All the lines below should appear again unchanged, though their pictures should not.

____

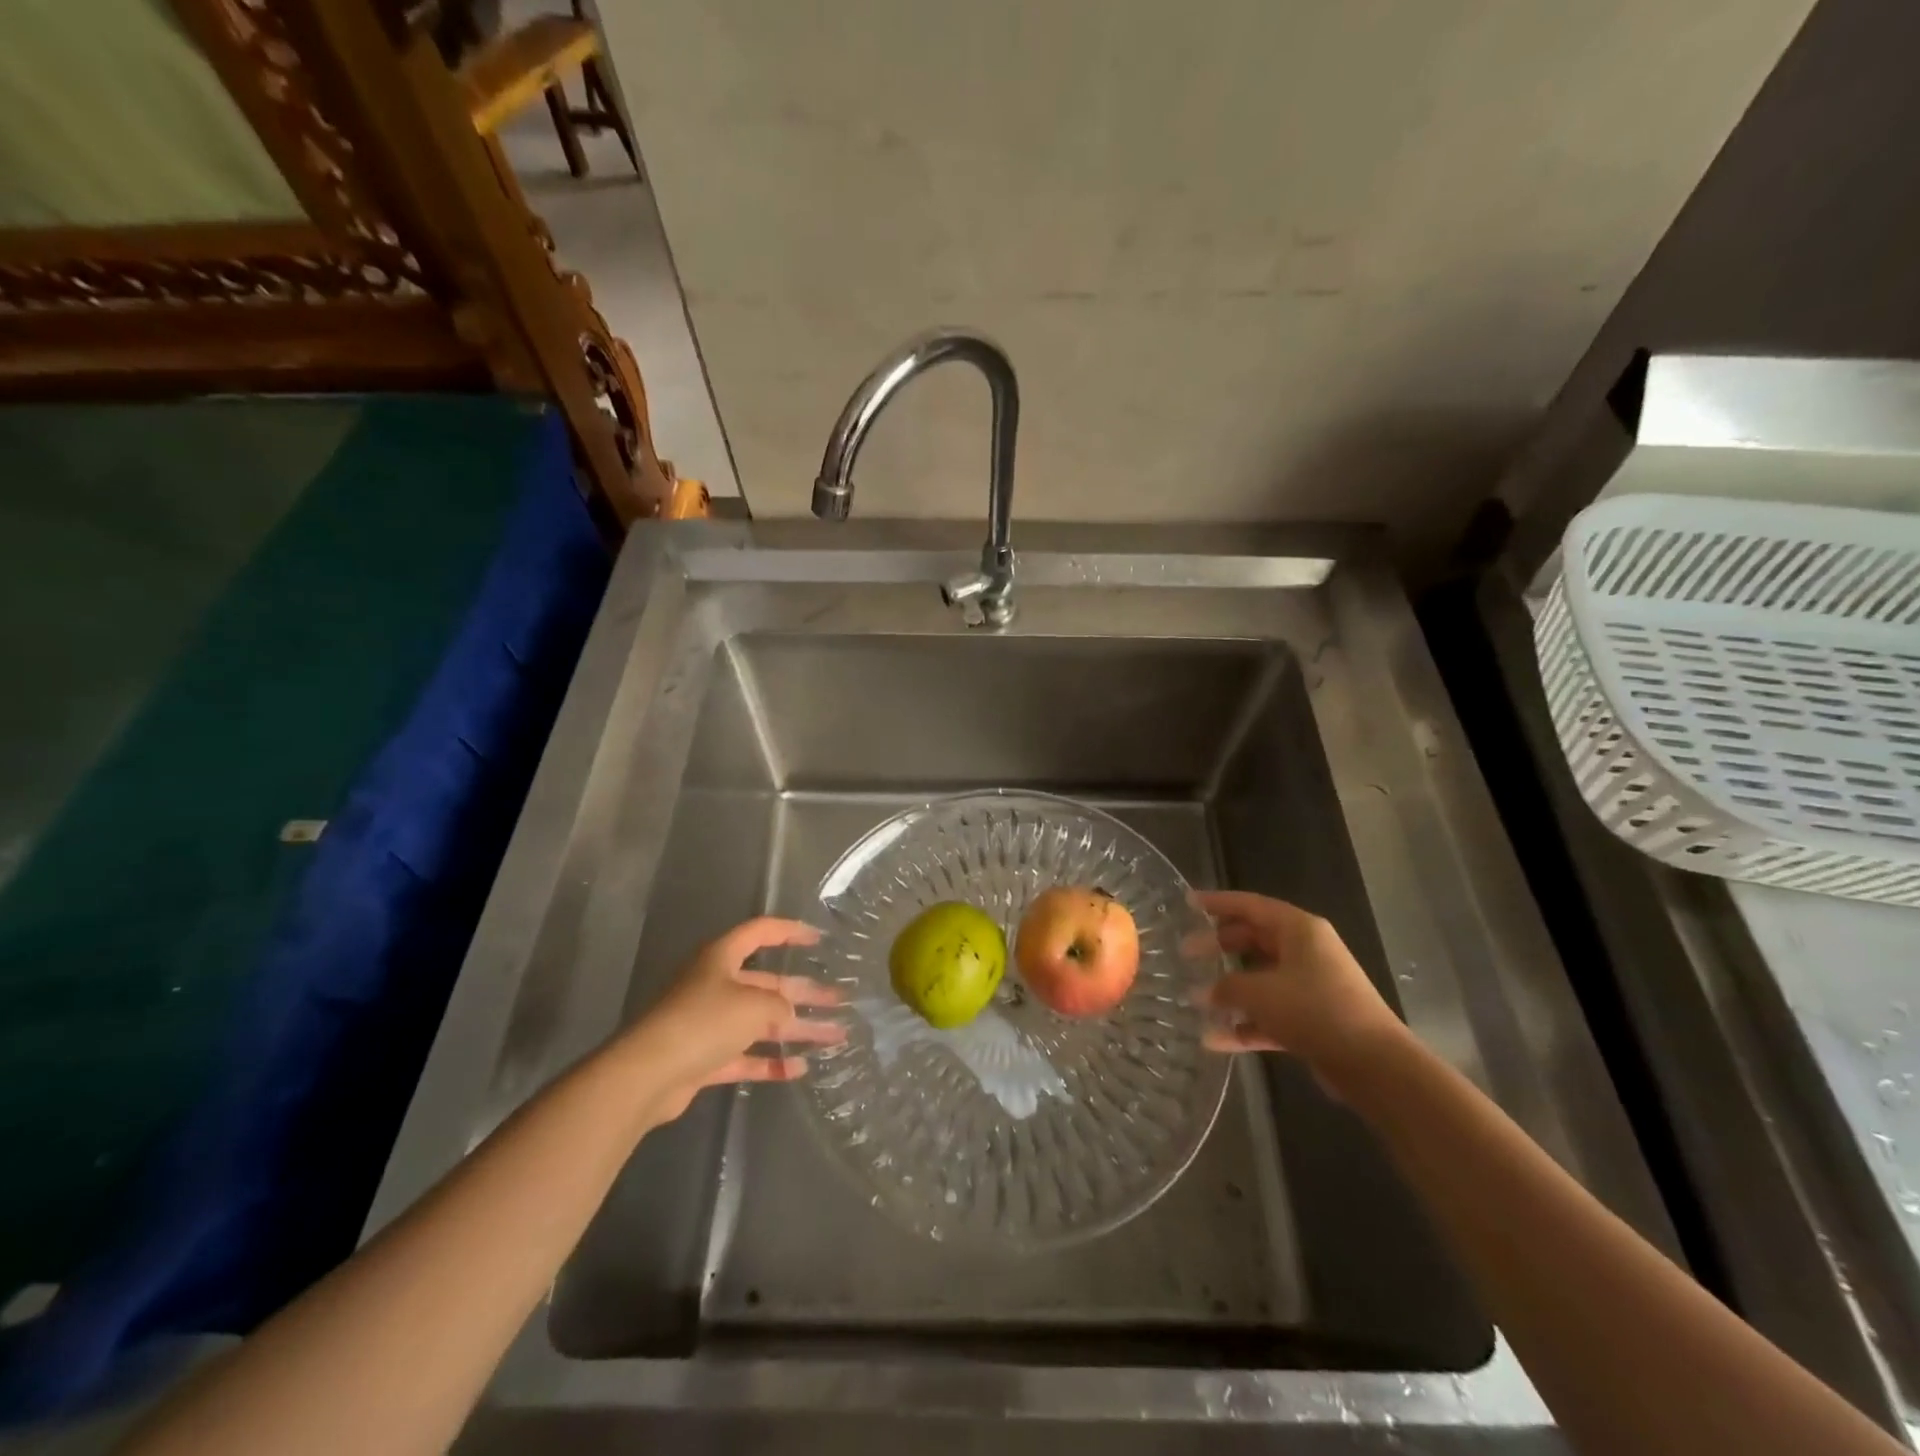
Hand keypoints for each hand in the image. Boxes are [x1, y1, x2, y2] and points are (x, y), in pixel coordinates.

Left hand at [618, 917, 845, 1121]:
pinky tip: (800, 1068)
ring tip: (835, 1037)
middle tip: (841, 1000)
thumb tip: (787, 1015)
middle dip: (805, 993)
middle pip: (768, 984)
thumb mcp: (753, 1005)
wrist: (647, 1075)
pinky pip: (746, 1056)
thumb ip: (779, 1006)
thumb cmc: (704, 1021)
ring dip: (797, 1030)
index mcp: (722, 958)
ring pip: (762, 1023)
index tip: (819, 940)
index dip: (790, 932)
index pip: (761, 933)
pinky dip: (771, 1062)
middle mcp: (716, 985)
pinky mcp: (705, 1059)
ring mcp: (709, 1023)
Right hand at [1191, 891, 1406, 1090]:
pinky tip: (1214, 1039)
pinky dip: (1246, 1023)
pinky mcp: (1313, 1020)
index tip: (1188, 903)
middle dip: (1219, 947)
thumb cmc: (1315, 1010)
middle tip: (1186, 954)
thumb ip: (1225, 988)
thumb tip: (1200, 993)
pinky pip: (1271, 1014)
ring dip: (1230, 990)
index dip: (1217, 903)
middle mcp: (1306, 952)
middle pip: (1254, 940)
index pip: (1251, 905)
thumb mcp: (1260, 993)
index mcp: (1299, 930)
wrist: (1375, 1065)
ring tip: (1195, 999)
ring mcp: (1311, 986)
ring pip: (1261, 979)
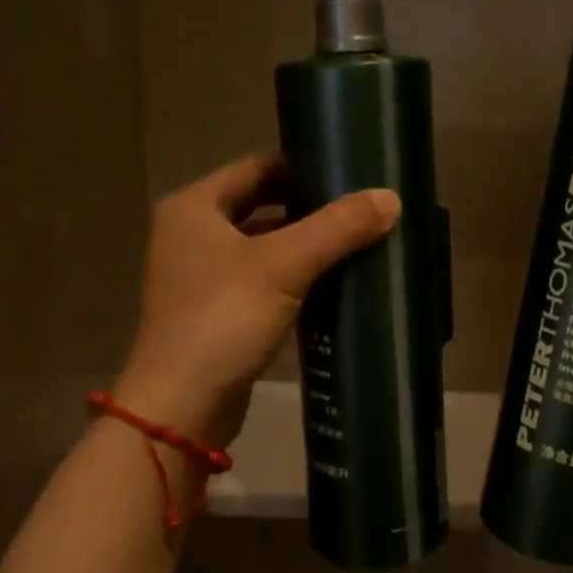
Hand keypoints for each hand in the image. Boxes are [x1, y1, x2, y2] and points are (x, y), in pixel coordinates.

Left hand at [113, 152, 400, 447]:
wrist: (181, 406)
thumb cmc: (223, 319)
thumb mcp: (284, 265)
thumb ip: (337, 228)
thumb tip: (391, 198)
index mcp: (194, 206)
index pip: (258, 167)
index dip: (304, 165)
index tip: (351, 170)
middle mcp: (191, 233)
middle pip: (261, 205)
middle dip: (310, 207)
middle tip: (362, 207)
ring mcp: (201, 275)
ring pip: (263, 245)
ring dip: (304, 244)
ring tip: (357, 239)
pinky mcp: (216, 312)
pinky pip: (262, 279)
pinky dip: (294, 277)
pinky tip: (334, 282)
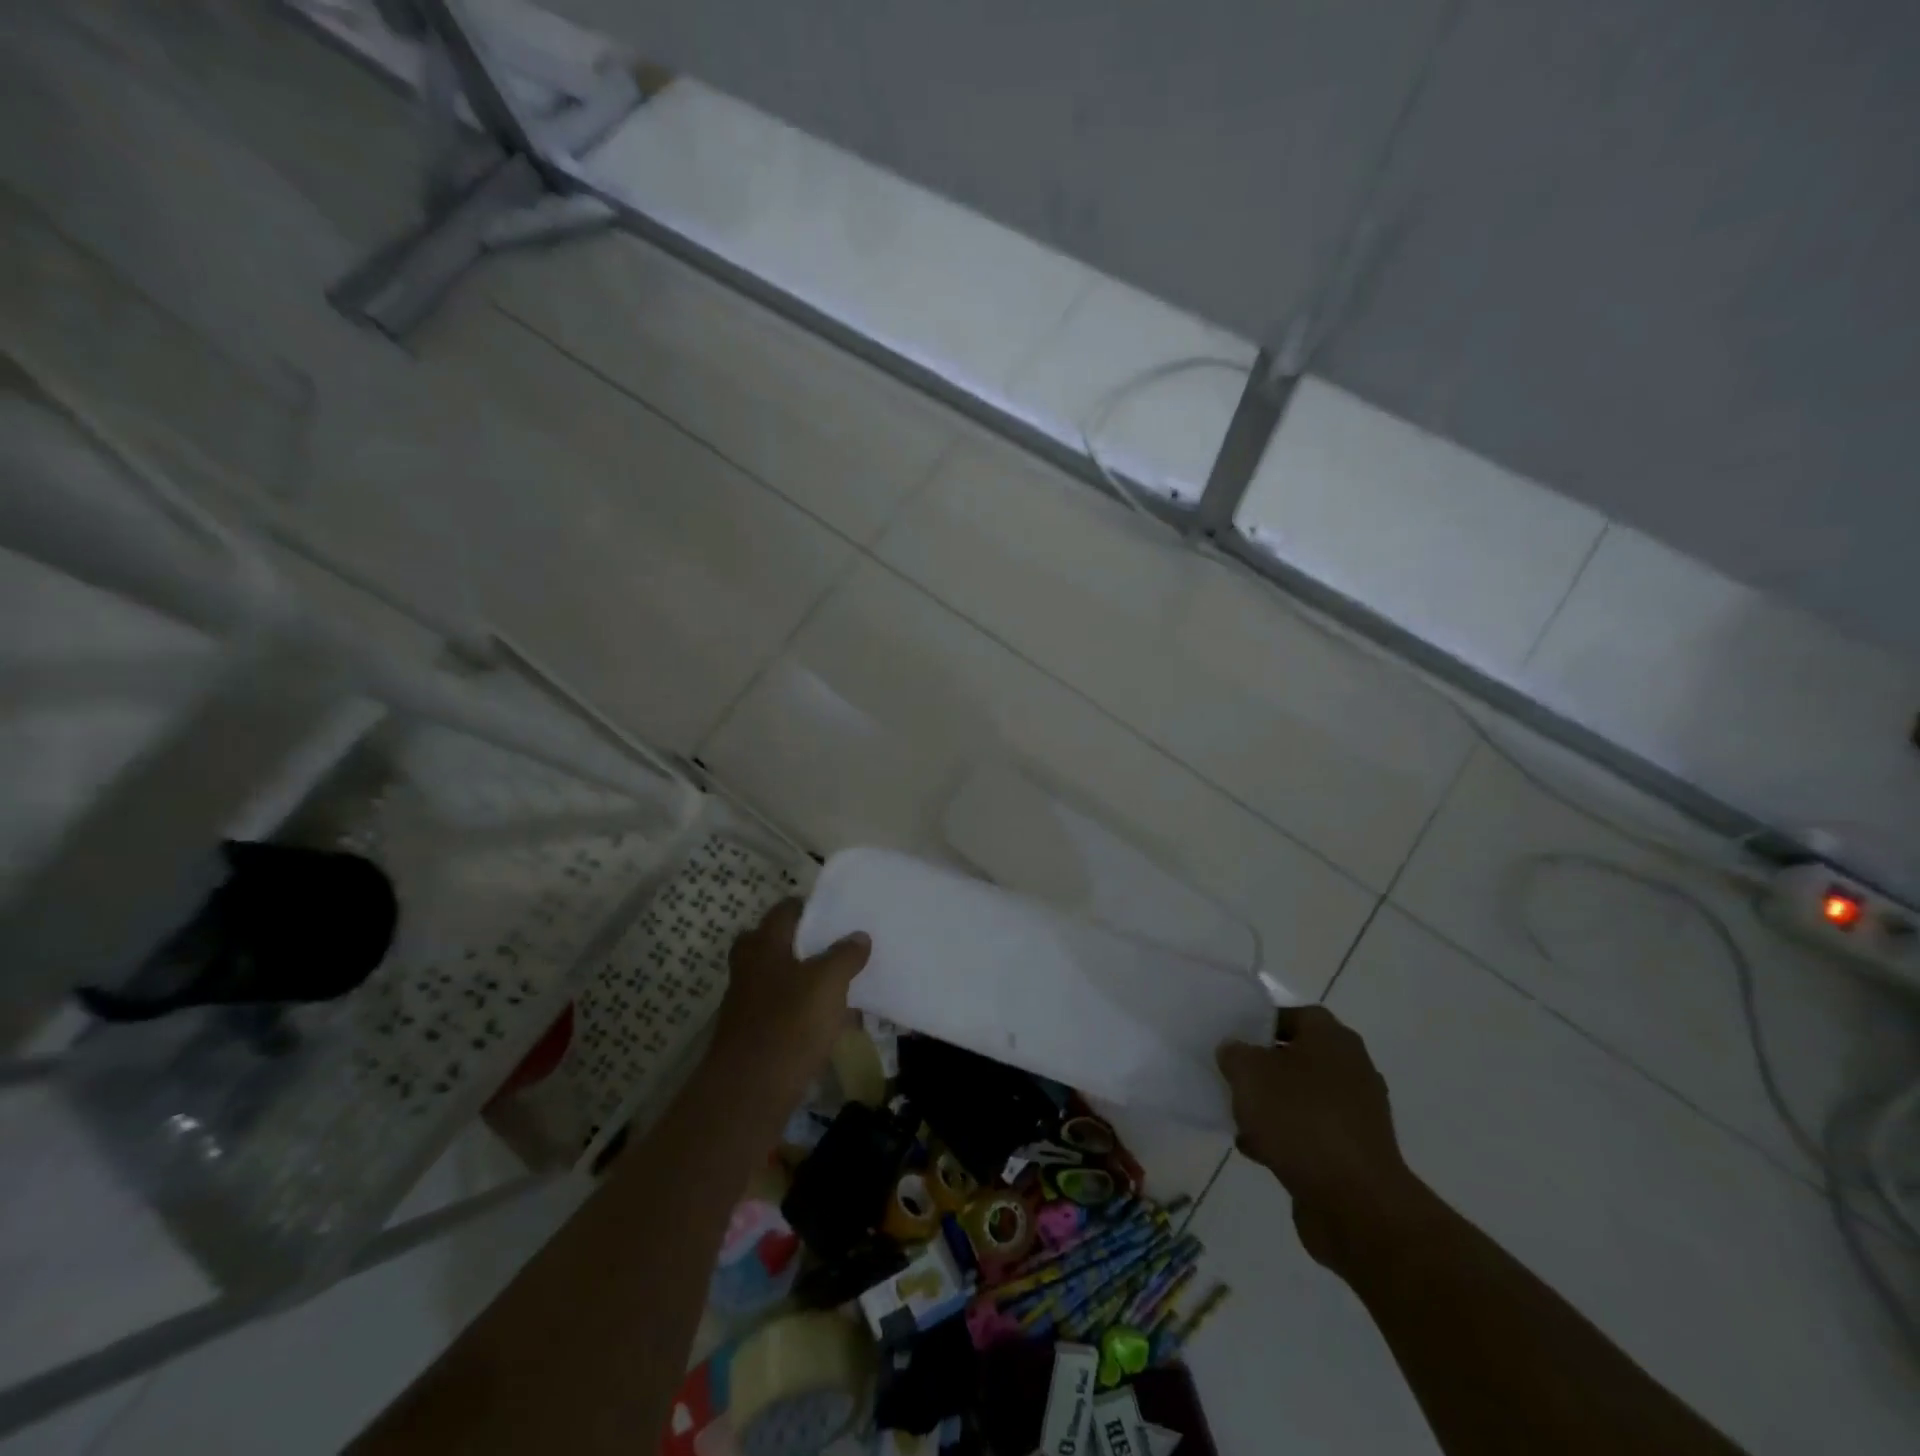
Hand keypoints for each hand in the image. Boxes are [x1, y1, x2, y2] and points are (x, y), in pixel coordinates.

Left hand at [710, 898, 870, 1103]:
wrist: (749, 1092)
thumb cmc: (790, 1024)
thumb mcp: (828, 982)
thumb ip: (845, 955)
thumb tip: (858, 936)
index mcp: (764, 945)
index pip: (785, 910)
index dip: (809, 907)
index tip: (836, 912)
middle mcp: (749, 967)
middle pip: (773, 943)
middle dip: (800, 943)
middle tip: (832, 947)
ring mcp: (746, 1003)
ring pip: (777, 978)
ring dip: (803, 978)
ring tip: (840, 985)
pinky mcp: (752, 1035)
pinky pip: (781, 1010)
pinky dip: (801, 1010)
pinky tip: (829, 1023)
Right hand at [1217, 1005, 1419, 1270]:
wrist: (1355, 1202)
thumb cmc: (1300, 1119)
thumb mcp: (1249, 1072)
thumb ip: (1234, 1053)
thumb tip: (1235, 1051)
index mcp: (1332, 1039)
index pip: (1294, 1015)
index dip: (1261, 1023)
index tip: (1234, 1039)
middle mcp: (1351, 1069)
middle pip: (1297, 1058)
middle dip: (1263, 1069)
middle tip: (1233, 1078)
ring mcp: (1357, 1114)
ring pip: (1302, 1098)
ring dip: (1272, 1107)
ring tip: (1239, 1118)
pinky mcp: (1354, 1153)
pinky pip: (1311, 1134)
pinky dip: (1286, 1138)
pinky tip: (1257, 1151)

____

Your response
Hand keypoints for each hand in the image. Boxes are [x1, y1, x2, y2] and points are (x, y), in pixel coordinates.

Left hand at [618, 917, 845, 1121]:
pinky tip: (800, 1068)
ring tip: (835, 1037)
middle tip: (841, 1000)
thumb tip: (787, 1015)
middle dip: (805, 993)
middle pip: (768, 984)
thumb mcp: (753, 1005)
wrist: (647, 1075)
pinky pip: (746, 1056)
thumb ip: (779, 1006)
thumb cmc: (704, 1021)
ring dip: (797, 1030)
index mcp: (722, 958)
ring pip: (762, 1023)
index tip: (819, 940)
index dip: (790, 932)
index pip: (761, 933)
pinky dip: (771, 1062)
middle mcp: (716, 985)
pinky mcp: (705, 1059)
ring mcp: (709, 1023)
Right hand at [1191, 891, 1406, 1090]:
pinky tip: (1214, 1039)
pinky dip: (1246, 1023)
pinky mcp: (1313, 1020)
index tip: (1188, 903)
middle dip: (1219, 947)
thumb cmc: (1315, 1010)
middle tip: (1186, 954)
thumb ip: (1225, 988)
thumb tip: (1200, 993)
pinky pip: (1271, 1014)
ring dip: (1230, 990)
index dip: (1217, 903)
middle mcp: (1306, 952)
middle pip: (1254, 940)
index pip: (1251, 905)
thumb mcp: (1260, 993)
index mcp: (1299, 930)
wrist: (1375, 1065)
ring tip: (1195, 999)
ring mcp: (1311, 986)
ring pip: (1261, 979)
Hand keypoints for each hand in the image. Boxes are [x1, y1, x2, y2] and points are (x, y), in pixel coordinates.

Left hand at [113, 152, 400, 447]:
wrist: (181, 406)
thumb cmc: (223, 319)
thumb mcp: (284, 265)
thumb ip: (337, 228)
thumb tip: (391, 198)
index mcp: (194, 206)
index pip: (258, 167)
index dip: (304, 165)
index tip: (351, 170)
middle mcp: (191, 233)
middle pip: (261, 205)
middle dip: (310, 207)
middle tip: (362, 207)
ring mcp: (201, 275)
ring pip: (263, 245)
ring dip: (304, 244)
ring tip: (357, 239)
pinky mcp: (216, 312)
pinky pip: (262, 279)
pinky dip: (294, 277)
pinky tip: (334, 282)
Hand keypoints for each hand in the image. Boxes are [x1, y1, x2, y2] and points are (x, y), in pixel coordinates.

Left hand at [710, 898, 870, 1103]:
wrist: (749, 1092)
thumb cmc: (790, 1024)
thumb mcp: (828, 982)
thumb ip: (845, 955)
thumb tip: (858, 936)
index mcp: (764, 945)
index pip: (785, 910)
index dip: (809, 907)
index tip: (836, 912)
middle mcp: (749, 967)
middle pip: (773, 943)
middle dip: (800, 943)
middle tip: (832, 947)
ring mcp: (746, 1003)
ring pip: (777, 978)
ring dip: (803, 978)
ring tip: (840, 985)
pinky mcp: (752, 1035)
pinky pip: (781, 1010)
pinky dip: (801, 1010)
pinky tip: (829, 1023)
Right hand at [1217, 1005, 1419, 1270]:
wrist: (1355, 1202)
thumb cmc: (1300, 1119)
thumb mcp: (1249, 1072)
thumb ip: (1234, 1053)
thumb tip: (1235, 1051)
index mcp: (1332, 1039)
index pip: (1294, 1015)
index dip: (1261, 1023)
index tip: (1234, 1039)
middle mcp: (1351, 1069)
middle pip: (1297, 1058)
middle dip: (1263, 1069)
middle tip: (1233, 1078)
ring mcp: (1357, 1114)
ring pip: (1302, 1098)
ring dip: (1272, 1107)
ring tip: (1239, 1118)
pinky mcp: (1354, 1153)
pinky pip: (1311, 1134)
pinky dip: (1286, 1138)
pinky tip: (1257, 1151)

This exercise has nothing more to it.